Last-minute update: just after news spread that the presentation for the report of the Advocate General of the ECJ concerning the 2014 ‘storage obligations’ decree (see above) was postponed to the end of July, the DGEC [General Directorate for Energy and Climate] submitted a draft decree to the CSE (Conseil Supérieur de l’Energie) [Higher Council for Energy] dated 6 July ‘on the terms for taking into account other instruments of modulation to apply the obligation to declare and hold stocks and storage capacities of natural gas suppliers’.
This draft decree, intending to flesh out the grey area that has existed since 2014 concerning the definition of these ‘other instruments of modulation’, has thus come at a good time for addressing the grievances which may emerge from the ECJ’s decision. In order to fulfil their obligation to declare and hold stocks and storage capacities, suppliers would only be required to subscribe to a minimum of 50% of this obligation in underground natural gas storage capacities located in France.
Beyond that, and as a complement, modulation instruments providing a service equivalent to that of an underground stock of natural gas in terms of security of supply would be permitted, these being defined as follows:
- underground stocks of natural gas located in another Member State of the European Union ;
- stocks of liquefied natural gas stored in a LNG reception and regasification terminal located in France;
- stocks of liquefied natural gas stored in a LNG reception and regasification terminal located in another Member State of the European Union;
- unused production capacity of a natural gas field located in France;
- unused production capacity of a natural gas field located in another Member State of the European Union.
At first glance, the conditions ensuring that these instruments of modulation provide a service equivalent to that of an underground stock of natural gas in terms of security of supply are so restrictive that it seems virtually impossible to apply them… In addition, the minimum requirement of 50% for storage capacity held in France may not hold up against the arguments of the ECJ.

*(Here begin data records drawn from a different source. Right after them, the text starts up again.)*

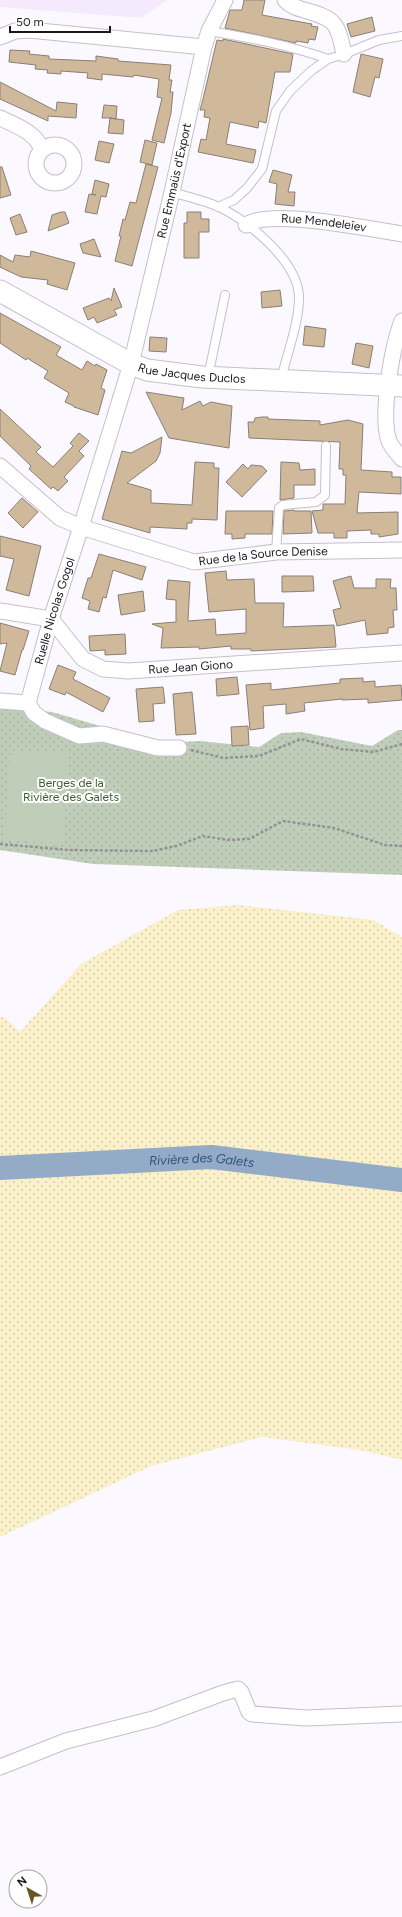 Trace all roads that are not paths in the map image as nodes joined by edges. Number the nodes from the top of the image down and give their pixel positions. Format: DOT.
graph roads {
  1 [pos="225,0"];
  2 [pos="285,0"];
  3 [pos="209,31"];
  4 [pos="402,36"];
  5 [pos="0,38"];
  6 [pos="204,48"];
  7 [pos="344,54"];
  8 [pos="328,59"];
  9 [pos="0,118"];
  10 [pos="42,150"];
  11 [pos="172,192"];
  12 [pos="218,207"];
  13 [pos="246,225"];
  14 [pos="402,234"];
  15 [pos="0,292"];
  16 [pos="225,294"];
  17 [pos="402,321"];
  18 [pos="131,364"];
  19 [pos="208,378"];
  20 [pos="281,380"];
  21 [pos="395,385"];
  22 [pos="326,446"];
  23 [pos="402,459"];
  24 [pos="0,466"];
  25 [pos="81,527"];
  26 [pos="402,550"];
  27 [pos="276,552"];
  28 [pos="0,611"];
  29 [pos="50,619"];
  30 [pos="402,653"];
  31 [pos="0,701"];
  32 [pos="28,703"];
  33 [pos="179,748"];
  34 [pos="402,1714"];
  35 [pos="0,1767"];
  1 -- 3 [label="street, Rue Emmaüs d'Export"];
  2 -- 7 [label="street"];
  3 -- 6 [label="street, Rue Emmaüs d'Export"];
  3 -- 8 [label="lane"];
  4 -- 7 [label="lane"];
  5 -- 6 [label="street"];
  6 -- 11 [label="street, Rue Emmaüs d'Export"];
  7 -- 8 [label="lane"];
  8 -- 12 [label="lane"];
  9 -- 10 [label="street"];
  11 -- 12 [label="lane"];
  11 -- 18 [label="street, Rue Emmaüs d'Export"];
  12 -- 13 [label="lane"];
  13 -- 14 [label="street, Rue Mendeleïev"];
  13 -- 20 [label="lane"];
  15 -- 18 [label="street, Rue Jacques Duclos"];
  16 -- 19 [label="lane"];
  17 -- 21 [label="street"];
  18 -- 19 [label="street, Rue Jacques Duclos"];
  18 -- 25 [label="street, Ruelle Nicolas Gogol"];
  19 -- 20 [label="street, Rue Jacques Duclos"];
  20 -- 21 [label="street, Rue Jacques Duclos"];
  21 -- 23 [label="street"];
  22 -- 27 [label="lane"];
  24 -- 25 [label="street, Rue de la Source Denise"];
  25 -- 27 [label="street, Rue de la Source Denise"];
  25 -- 29 [label="street, Ruelle Nicolas Gogol"];
  26 -- 27 [label="street, Rue de la Source Denise"];
  28 -- 29 [label="street"];
  29 -- 30 [label="street, Rue Jean Giono"];
  29 -- 32 [label="street, Ruelle Nicolas Gogol"];
  31 -- 32 [label="street"];
  32 -- 33 [label="street"];
  34 -- 35 [label="street"];
} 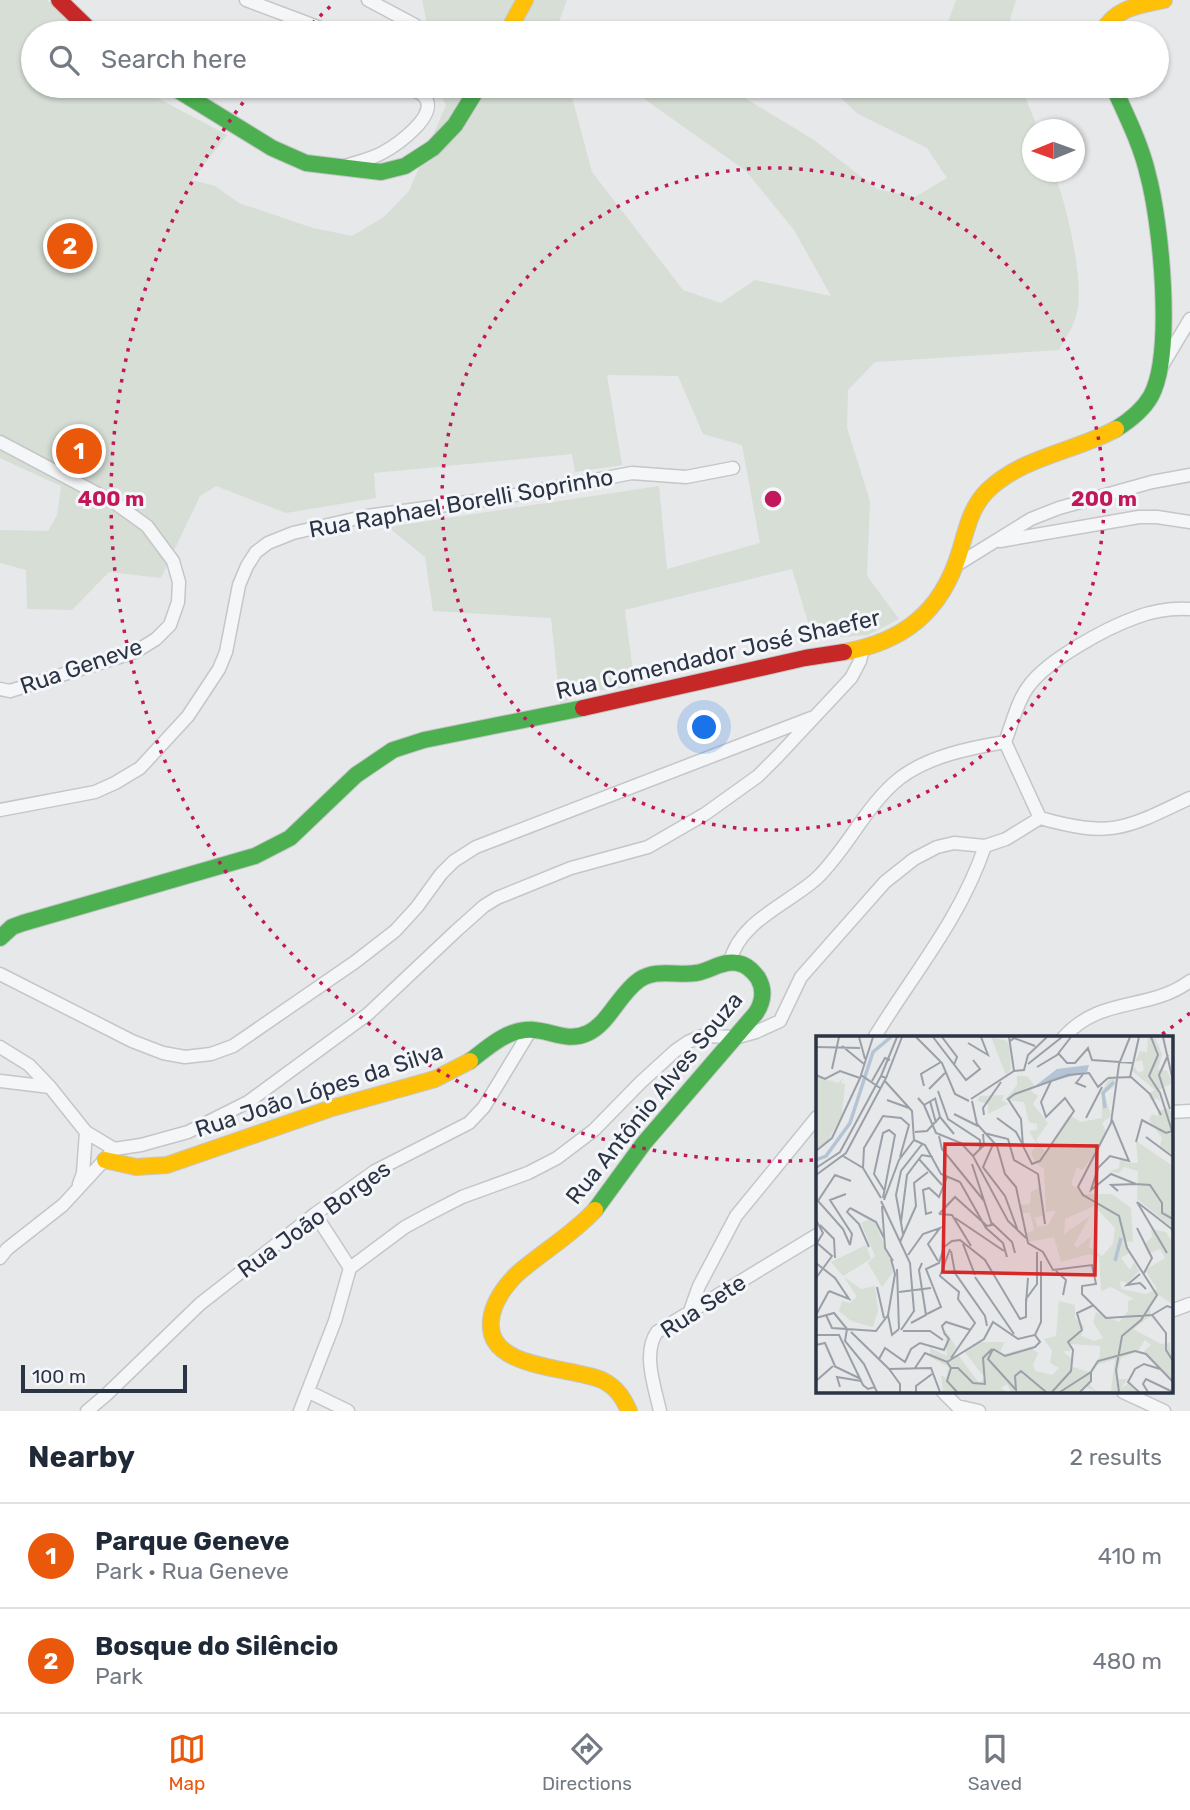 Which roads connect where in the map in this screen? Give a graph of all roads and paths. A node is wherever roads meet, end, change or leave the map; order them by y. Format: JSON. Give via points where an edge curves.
{"nodes":[{"id":1,"x":59,"y":0,"type":"edge"},
{"id":2,"x":246,"y":0,"type":"edge"},
{"id":3,"x":368,"y":0,"type":"edge"},
{"id":4,"x":525,"y":0,"type":"edge"},
{"id":5,"x":1164,"y":0,"type":"edge"},
{"id":6,"x":81,"y":21,"type":"edge"},
{"id":7,"x":302,"y":21,"type":"edge"},
{"id":8,"x":407,"y":21,"type":"edge"},
{"id":9,"x":514,"y":21,"type":"edge"},
{"id":10,"x":1110,"y":21,"type":"edge"},
{"id":11,"x":191,"y":98,"type":"edge"},
{"id":12,"x":424,"y":98,"type":"edge"},
{"id":13,"x":472,"y":98,"type":"edge"},
{"id":14,"x":1117,"y":98,"type":"edge"},
{"id":15,"x":338,"y":168,"type":"junction"},
{"id":16,"x":1190,"y":318,"type":"edge"},
{"id":17,"x":1160,"y":369,"type":"junction"},
{"id":18,"x":0,"y":442,"type":"edge"},
{"id":19,"x":733,"y":468,"type":"dead end"},
{"id":20,"x":1190,"y":475,"type":"edge"},
{"id":21,"x":1190,"y":522,"type":"edge"},
{"id":22,"x":995,"y":541,"type":"junction"},
{"id":23,"x":955,"y":566,"type":"junction"},
{"id":24,"x":1190,"y":609,"type":"edge"},
{"id":25,"x":863,"y":649,"type":"junction"},
{"id":26,"x":3,"y":691,"type":"edge"},
{"id":27,"x":811,"y":718,"type":"junction"},
{"id":28,"x":1006,"y":742,"type":"junction"},
{"id":29,"x":1190,"y":798,"type":"edge"},
{"id":30,"x":0,"y":810,"type":"edge"},
{"id":31,"x":1040,"y":818,"type":"junction"},
{"id":32,"x":985,"y":846,"type":"junction"},
{"id":33,"x":0,"y":938,"type":"edge"},
{"id":34,"x":730,"y":962,"type":"junction"},
{"id":35,"x":0,"y":974,"type":"edge"},
{"id":36,"x":1190,"y":981,"type":"edge"},
{"id":37,"x":532,"y":1028,"type":"junction"},
{"id":38,"x":875,"y":1036,"type":"edge"},
{"id":39,"x":1065,"y":1036,"type":"edge"},
{"id":40,"x":732,"y":1038,"type":"junction"},
{"id":41,"x":0,"y":1047,"type":"edge"},
{"id":42,"x":0,"y":1081,"type":"edge"},
{"id":43,"x":50,"y":1087,"type":"junction"},
{"id":44,"x":1190,"y":1111,"type":"edge"},
{"id":45,"x":1172,"y":1112,"type":"edge"},
{"id":46,"x":816,"y":1117,"type":"edge"},
{"id":47,"x":86,"y":1132,"type":"junction"},
{"id":48,"x":109,"y":1155,"type":"junction"},
{"id":49,"x":78,"y":1188,"type":"junction"},
{"id":50,"x":315,"y":1214,"type":"junction"},
{"id":51,"x":816,"y":1236,"type":"edge"},
{"id":52,"x":0,"y":1258,"type":"edge"},
{"id":53,"x":350,"y":1268,"type":"junction"},
{"id":54,"x":1190,"y":1304,"type":"edge"},
{"id":55,"x":690,"y":1311,"type":"junction"},
{"id":56,"x":1172,"y":1311,"type":"edge"},
{"id":57,"x":309,"y":1392,"type":"junction"},
{"id":58,"x":945,"y":1394,"type":"edge"},
{"id":59,"x":1127,"y":1394,"type":"edge"},
{"id":60,"x":87,"y":1411,"type":"edge"},
{"id":61,"x":300,"y":1411,"type":"edge"},
{"id":62,"x":348,"y":1411,"type":"edge"},
{"id":63,"x":629,"y":1411,"type":"edge"},
{"id":64,"x":660,"y":1411,"type":"edge"},
{"id":65,"x":979,"y":1411,"type":"edge"},
{"id":66,"x":1164,"y":1411,"type":"edge"}],
"edges":[{"from":1,"to":6,"type":"street"},
{"from":2,"to":7,"type":"street"},
{"from":3,"to":8,"type":"street"},
{"from":4,"to":9,"type":"street"},
{"from":5,"to":10,"type":"street","via":[[1124,9]]},
{"from":11,"to":15,"type":"street","via":[[272,148],[306,163]]},
{"from":12,"to":15,"type":"street","via":[[425,115],[402,139],[380,154]]},
{"from":13,"to":15,"type":"street","via":[[433,148],[405,166],[381,172]]},
{"from":14,"to":17,"type":"street","name":"Rua Comendador José Shaefer","via":[[1143,156],[1155,205],[1163,307]]},
{"from":16,"to":17,"type":"street"},
{"from":17,"to":23,"type":"street","name":"Rua Comendador José Shaefer","via":[[1153,394],[1126,422],[1106,435],[1037,459],[988,489],[970,520]]},
{"from":18,"to":26,"type":"street","name":"Rua Geneve","via":[[115,503],[147,526],[173,561],[179,582],[170,625],[156,639],[135,652]]},
{"from":19,"to":30,"type":"street","name":"Rua Raphael Borelli Soprinho","via":[[686,477],[632,473],[367,516],[268,543],[256,552],[239,585],[219,669],[188,716],[140,768],[95,792]]},
{"from":20,"to":22,"type":"street","via":[[1059,508],[1016,526]]},
{"from":21,"to":22,"type":"street","via":[[1139,517]]},
{"from":22,"to":23,"type":"street"},
{"from":23,"to":25,"type":"street","name":"Rua Comendador José Shaefer","via":[[926,614],[899,635]]},
{"from":24,"to":28,"type":"street","via":[[1138,616],[1067,653],[1029,684]]},
{"from":25,"to":27,"type":"street","via":[[851,678]]},
{"from":25,"to":33,"type":"street","name":"Rua Comendador José Shaefer","via":[[393,750],[356,775],[274,848],[23,923]]},
{"from":27,"to":35,"type":"street","via":[[476,847],[454,861],[395,931],[233,1045],[211,1054],[185,1057],[163,1053]]},
{"from":27,"to":48,"type":"street","via":[[758,776],[679,831],[648,847],[571,867],[484,906],[368,1014],[248,1102],[188,1132]]},
{"from":28,"to":31,"type":"street"},
{"from":28,"to":34,"type":"street","via":[[943,757],[900,778],[818,877],[764,915],[744,936]]},
{"from":29,"to":31,"type":"street","via":[[1121,828],[1087,828]]},
{"from":31,"to":32,"type":"street"},
{"from":32,"to":38,"type":"street","via":[[962,904]]},
{"from":32,"to":40,"type":"street","via":[[954,843],[914,859],[885,882],[801,977],[780,1021]]},
{"from":34,"to":37,"type":"street","via":[[698,974],[652,974],[629,989],[600,1026],[578,1037],[560,1039]]},
{"from":34,"to":40,"type":"street","name":"Rua Antônio Alves Souza","via":[[744,965],[757,977],[762,993],[761,1005]]},
{"from":36,"to":39,"type":"street","via":[[1151,999],[1098,1011]]},
{"from":37,"to":48,"type":"street","name":"Rua João Lópes da Silva","via":[[511,1033],[456,1070],[432,1080],[332,1108],[167,1165],[135,1168]]},
{"from":37,"to":50,"type":"street","name":"Rua João Borges","via":[[470,1123],[376,1171]]},
{"from":40,"to":53,"type":"street","via":[[702,1037],[688,1042],[594,1130],[557,1158],[429,1213]]},
{"from":40,"to":63,"type":"street","name":"Rua Antônio Alves Souza","via":[[620,1173],[596,1210],[514,1276],[491,1313],[491,1334],[509,1356],[606,1382],[621,1394]]},
{"from":41,"to":43,"type":"street","via":[[29,1065]]},
{"from":42,"to":43,"type":"street"},
{"from":43,"to":47,"type":"street"},
{"from":44,"to":45,"type":"street"},
{"from":46,"to":55,"type":"street","via":[[736,1216]]},
{"from":47,"to":48,"type":"street"},
{"from":47,"to":49,"type":"street"},
{"from":48,"to":49,"type":"street"},
{"from":49,"to":52,"type":"street"},
{"from":50,"to":53,"type":"street"},
{"from":50,"to":60,"type":"street","name":"Rua João Borges","via":[[200,1304]]},
{"from":51,"to":55,"type":"street","name":"Rua Sete"},
{"from":53,"to":57,"type":"street"},
{"from":54,"to":56,"type":"street"},
{"from":55,"to":64,"type":"street","name":"Rua Sete","via":[[653,1338],[651,1365]]},
{"from":57,"to":61,"type":"street"},
{"from":57,"to":62,"type":"street"},
{"from":58,"to":65,"type":"street","via":[[957,1406]]},
{"from":59,"to":66,"type":"street"}]}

More generally, this ‘clarification’ decree should not call into question the new government’s willingness to reform third-party access to storage (ATS), the necessity of which is more pressing than ever: the fundamental problem with the current ATS essentially stems from the method of marketing for storage capacity in France, which are at prices disproportionate to market fundamentals (winter-summer spread of gas prices on the markets).